● REQUIRED WORK: Return all of the records exactly.

[Stored items]
=== Section Start ===

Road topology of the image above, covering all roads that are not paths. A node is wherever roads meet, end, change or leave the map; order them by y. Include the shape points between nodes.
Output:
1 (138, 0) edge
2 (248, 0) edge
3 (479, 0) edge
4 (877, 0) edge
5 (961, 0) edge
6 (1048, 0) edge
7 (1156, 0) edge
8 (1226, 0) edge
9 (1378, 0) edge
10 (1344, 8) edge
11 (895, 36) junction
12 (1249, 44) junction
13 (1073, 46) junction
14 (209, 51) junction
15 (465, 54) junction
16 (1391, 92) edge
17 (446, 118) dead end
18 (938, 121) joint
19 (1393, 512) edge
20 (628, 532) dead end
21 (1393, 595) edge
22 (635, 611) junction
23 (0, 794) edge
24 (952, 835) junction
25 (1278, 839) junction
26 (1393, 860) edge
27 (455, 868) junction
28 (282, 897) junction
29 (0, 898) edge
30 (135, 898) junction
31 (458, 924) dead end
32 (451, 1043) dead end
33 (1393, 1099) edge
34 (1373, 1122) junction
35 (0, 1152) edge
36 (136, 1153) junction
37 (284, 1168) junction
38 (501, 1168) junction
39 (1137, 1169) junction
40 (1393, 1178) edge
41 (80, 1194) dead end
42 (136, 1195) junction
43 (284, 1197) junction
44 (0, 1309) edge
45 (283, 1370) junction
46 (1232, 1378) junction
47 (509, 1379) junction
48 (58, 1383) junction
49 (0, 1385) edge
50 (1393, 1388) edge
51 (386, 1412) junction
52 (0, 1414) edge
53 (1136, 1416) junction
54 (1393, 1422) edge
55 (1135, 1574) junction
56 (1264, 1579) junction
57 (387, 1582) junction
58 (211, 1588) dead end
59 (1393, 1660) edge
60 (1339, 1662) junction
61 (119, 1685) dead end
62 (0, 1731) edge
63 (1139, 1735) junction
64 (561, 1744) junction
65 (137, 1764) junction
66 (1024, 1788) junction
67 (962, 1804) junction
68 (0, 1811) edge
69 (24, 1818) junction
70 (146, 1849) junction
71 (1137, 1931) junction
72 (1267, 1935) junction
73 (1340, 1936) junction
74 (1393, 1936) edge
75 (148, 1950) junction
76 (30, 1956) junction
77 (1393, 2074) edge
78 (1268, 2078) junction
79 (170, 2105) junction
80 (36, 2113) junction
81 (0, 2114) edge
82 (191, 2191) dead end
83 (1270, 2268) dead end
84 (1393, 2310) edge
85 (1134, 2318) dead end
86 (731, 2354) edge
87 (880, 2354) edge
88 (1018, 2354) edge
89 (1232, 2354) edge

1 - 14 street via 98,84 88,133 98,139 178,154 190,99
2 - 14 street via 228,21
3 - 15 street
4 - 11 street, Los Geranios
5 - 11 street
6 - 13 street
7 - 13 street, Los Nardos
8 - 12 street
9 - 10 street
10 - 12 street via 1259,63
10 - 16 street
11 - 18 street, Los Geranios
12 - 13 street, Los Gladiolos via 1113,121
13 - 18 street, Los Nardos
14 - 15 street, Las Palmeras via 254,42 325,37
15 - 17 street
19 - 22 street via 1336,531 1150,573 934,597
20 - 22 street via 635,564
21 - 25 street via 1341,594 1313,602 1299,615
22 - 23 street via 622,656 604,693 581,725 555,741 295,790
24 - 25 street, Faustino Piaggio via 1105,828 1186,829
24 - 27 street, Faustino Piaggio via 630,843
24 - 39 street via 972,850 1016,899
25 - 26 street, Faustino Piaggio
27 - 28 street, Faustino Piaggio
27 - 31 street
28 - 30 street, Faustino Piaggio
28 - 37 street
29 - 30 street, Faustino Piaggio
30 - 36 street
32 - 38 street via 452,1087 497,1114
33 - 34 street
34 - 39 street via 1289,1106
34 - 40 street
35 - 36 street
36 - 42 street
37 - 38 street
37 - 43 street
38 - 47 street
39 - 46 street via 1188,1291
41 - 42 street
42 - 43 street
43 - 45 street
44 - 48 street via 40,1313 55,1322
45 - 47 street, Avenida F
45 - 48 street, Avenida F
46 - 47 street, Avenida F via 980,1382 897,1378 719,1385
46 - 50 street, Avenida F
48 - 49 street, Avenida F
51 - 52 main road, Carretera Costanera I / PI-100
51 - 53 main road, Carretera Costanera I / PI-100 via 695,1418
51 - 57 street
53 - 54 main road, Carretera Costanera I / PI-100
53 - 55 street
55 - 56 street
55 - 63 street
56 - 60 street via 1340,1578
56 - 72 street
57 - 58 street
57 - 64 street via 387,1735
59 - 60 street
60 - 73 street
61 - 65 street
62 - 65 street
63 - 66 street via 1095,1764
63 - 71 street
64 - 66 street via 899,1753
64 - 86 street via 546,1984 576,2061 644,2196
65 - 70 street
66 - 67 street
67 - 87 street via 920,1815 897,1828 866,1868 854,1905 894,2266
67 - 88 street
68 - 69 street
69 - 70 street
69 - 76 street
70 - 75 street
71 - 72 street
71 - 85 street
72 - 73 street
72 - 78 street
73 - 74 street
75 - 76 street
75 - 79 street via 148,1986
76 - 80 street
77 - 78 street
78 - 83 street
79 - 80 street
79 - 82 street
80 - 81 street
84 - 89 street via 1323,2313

=== Section End ===

● FINISHED TASK:
Road topology of the image above, covering all roads that are not paths. A node is wherever roads meet, end, change or leave the map; order them by y. Include the shape points between nodes.
Output:
1 (138, 0) edge
2 (248, 0) edge
3 (479, 0) edge
4 (877, 0) edge
5 (961, 0) edge
6 (1048, 0) edge
7 (1156, 0) edge
8 (1226, 0) edge
9 (1378, 0) edge
10 (1344, 8) edge
11 (895, 36) junction
12 (1249, 44) junction
13 (1073, 46) junction
14 (209, 51) junction
15 (465, 54) junction
16 (1391, 92) edge
17 (446, 118) dead end
18 (938, 121) joint
19 (1393, 512) edge
20 (628, 532) dead end
21 (1393, 595) edge
22 (635, 611) junction
23 (0, 794) edge
24 (952, 835) junction
25 (1278, 839) junction
26 (1393, 860) edge
27 (455, 868) junction
28 (282, 897) junction
29 (0, 898) edge
30 (135, 898) junction
31 (458, 924) dead end
32 (451, 1043) dead end
33 (1393, 1099) edge
34 (1373, 1122) junction
35 (0, 1152) edge
36 (136, 1153) junction
37 (284, 1168) junction
38 (501, 1168) junction
39 (1137, 1169) junction
40 (1393, 1178) edge
41 (80, 1194) dead end
42 (136, 1195) junction
43 (284, 1197) junction
44 (0, 1309) edge
45 (283, 1370) junction
46 (1232, 1378) junction
47 (509, 1379) junction
48 (58, 1383) junction
49 (0, 1385) edge
50 (1393, 1388) edge
51 (386, 1412) junction
52 (0, 1414) edge
53 (1136, 1416) junction
54 (1393, 1422) edge
55 (1135, 1574) junction
56 (1264, 1579) junction
57 (387, 1582) junction
58 (211, 1588) dead end
59 (1393, 1660) edge
60 (1339, 1662) junction
61 (119, 1685) dead end
62 (0, 1731) edge
63 (1139, 1735) junction
64 (561, 1744) junction
65 (137, 1764) junction
66 (1024, 1788) junction
67 (962, 1804) junction
68 (0, 1811) edge
69 (24, 1818) junction
70 (146, 1849) junction
71 (1137, 1931) junction
72 (1267, 1935) junction
73 (1340, 1936) junction
74 (1393, 1936) edge
75 (148, 1950) junction
76 (30, 1956) junction
77 (1393, 2074) edge
78 (1268, 2078) junction
79 (170, 2105) junction
80 (36, 2113) junction
81 (0, 2114) edge
82 (191, 2191) dead end
83 (1270, 2268) dead end
84 (1393, 2310) edge
85 (1134, 2318) dead end
86 (731, 2354) edge
87 (880, 2354) edge
88 (1018, 2354) edge
89 (1232, 2354) edge

1 - 14 street via 98,84 88,133 98,139 178,154 190,99
2 - 14 street via 228,21
3 - 15 street
4 - 11 street, Los Geranios
5 - 11 street
6 - 13 street
7 - 13 street, Los Nardos
8 - 12 street
9 - 10 street
10 - 12 street via 1259,63
10 - 16 street
11 - 18 street, Los Geranios
12 - 13 street, Los Gladiolos via 1113,121
13 - 18 street, Los Nardos
14 - 15 street, Las Palmeras via 254,42 325,37
15 - 17 street
19 - 22 street via 1336,531 1150,573 934,597
20 - 22 street via 635,564
21 - 25 street via 1341,594 1313,602 1299,615
22 - 23 street via 622,656 604,693 581,725 555,741 295,790
24 - 25 street, Faustino Piaggio via 1105,828 1186,829
24 - 27 street, Faustino Piaggio via 630,843
24 - 39 street via 972,850 1016,899
25 - 26 street, Faustino Piaggio
27 - 28 street, Faustino Piaggio
27 - 31 street
28 - 30 street, Faustino Piaggio
28 - 37 street
29 - 30 street, Faustino Piaggio
30 - 36 street
32 - 38 street via 452,1087 497,1114
33 - 34 street
34 - 39 street via 1289,1106
34 - 40 street
35 - 36 street
36 - 42 street
37 - 38 street
37 - 43 street
38 - 47 street
39 - 46 street via 1188,1291
41 - 42 street
42 - 43 street
43 - 45 street
44 - 48 street via 40,1313 55,1322
45 - 47 street, Avenida F
45 - 48 street, Avenida F
46 - 47 street, Avenida F via 980,1382 897,1378 719,1385
46 - 50 street, Avenida F
48 - 49 street, Avenida F
51 - 52 main road, Carretera Costanera I / PI-100
51 - 53 main road, Carretera Costanera I / PI-100 via 695,1418
51 - 57 street
53 - 54 main road, Carretera Costanera I / PI-100
53 - 55 street
55 - 56 street
55 - 63 street
56 - 60 street via 1340,1578
56 - 72 street
57 - 58 street
57 - 64 street via 387,1735
59 - 60 street
60 - 73 street
61 - 65 street
62 - 65 street
63 - 66 street via 1095,1764
63 - 71 street
64 - 66 street via 899,1753
64 - 86 street via 546,1984 576,2061 644,2196
65 - 70 street
66 - 67 street
67 - 87 street via 920,1815 897,1828 866,1868 854,1905 894,2266
67 - 88 street
68 - 69 street
69 - 70 street
69 - 76 street
70 - 75 street
71 - 72 street
71 - 85 street
72 - 73 street
72 - 78 street
73 - 74 street
75 - 76 street
75 - 79 street via 148,1986
76 - 80 street
77 - 78 street
78 - 83 street
79 - 80 street
79 - 82 street
80 - 81 street
84 - 89 street via 1323,2313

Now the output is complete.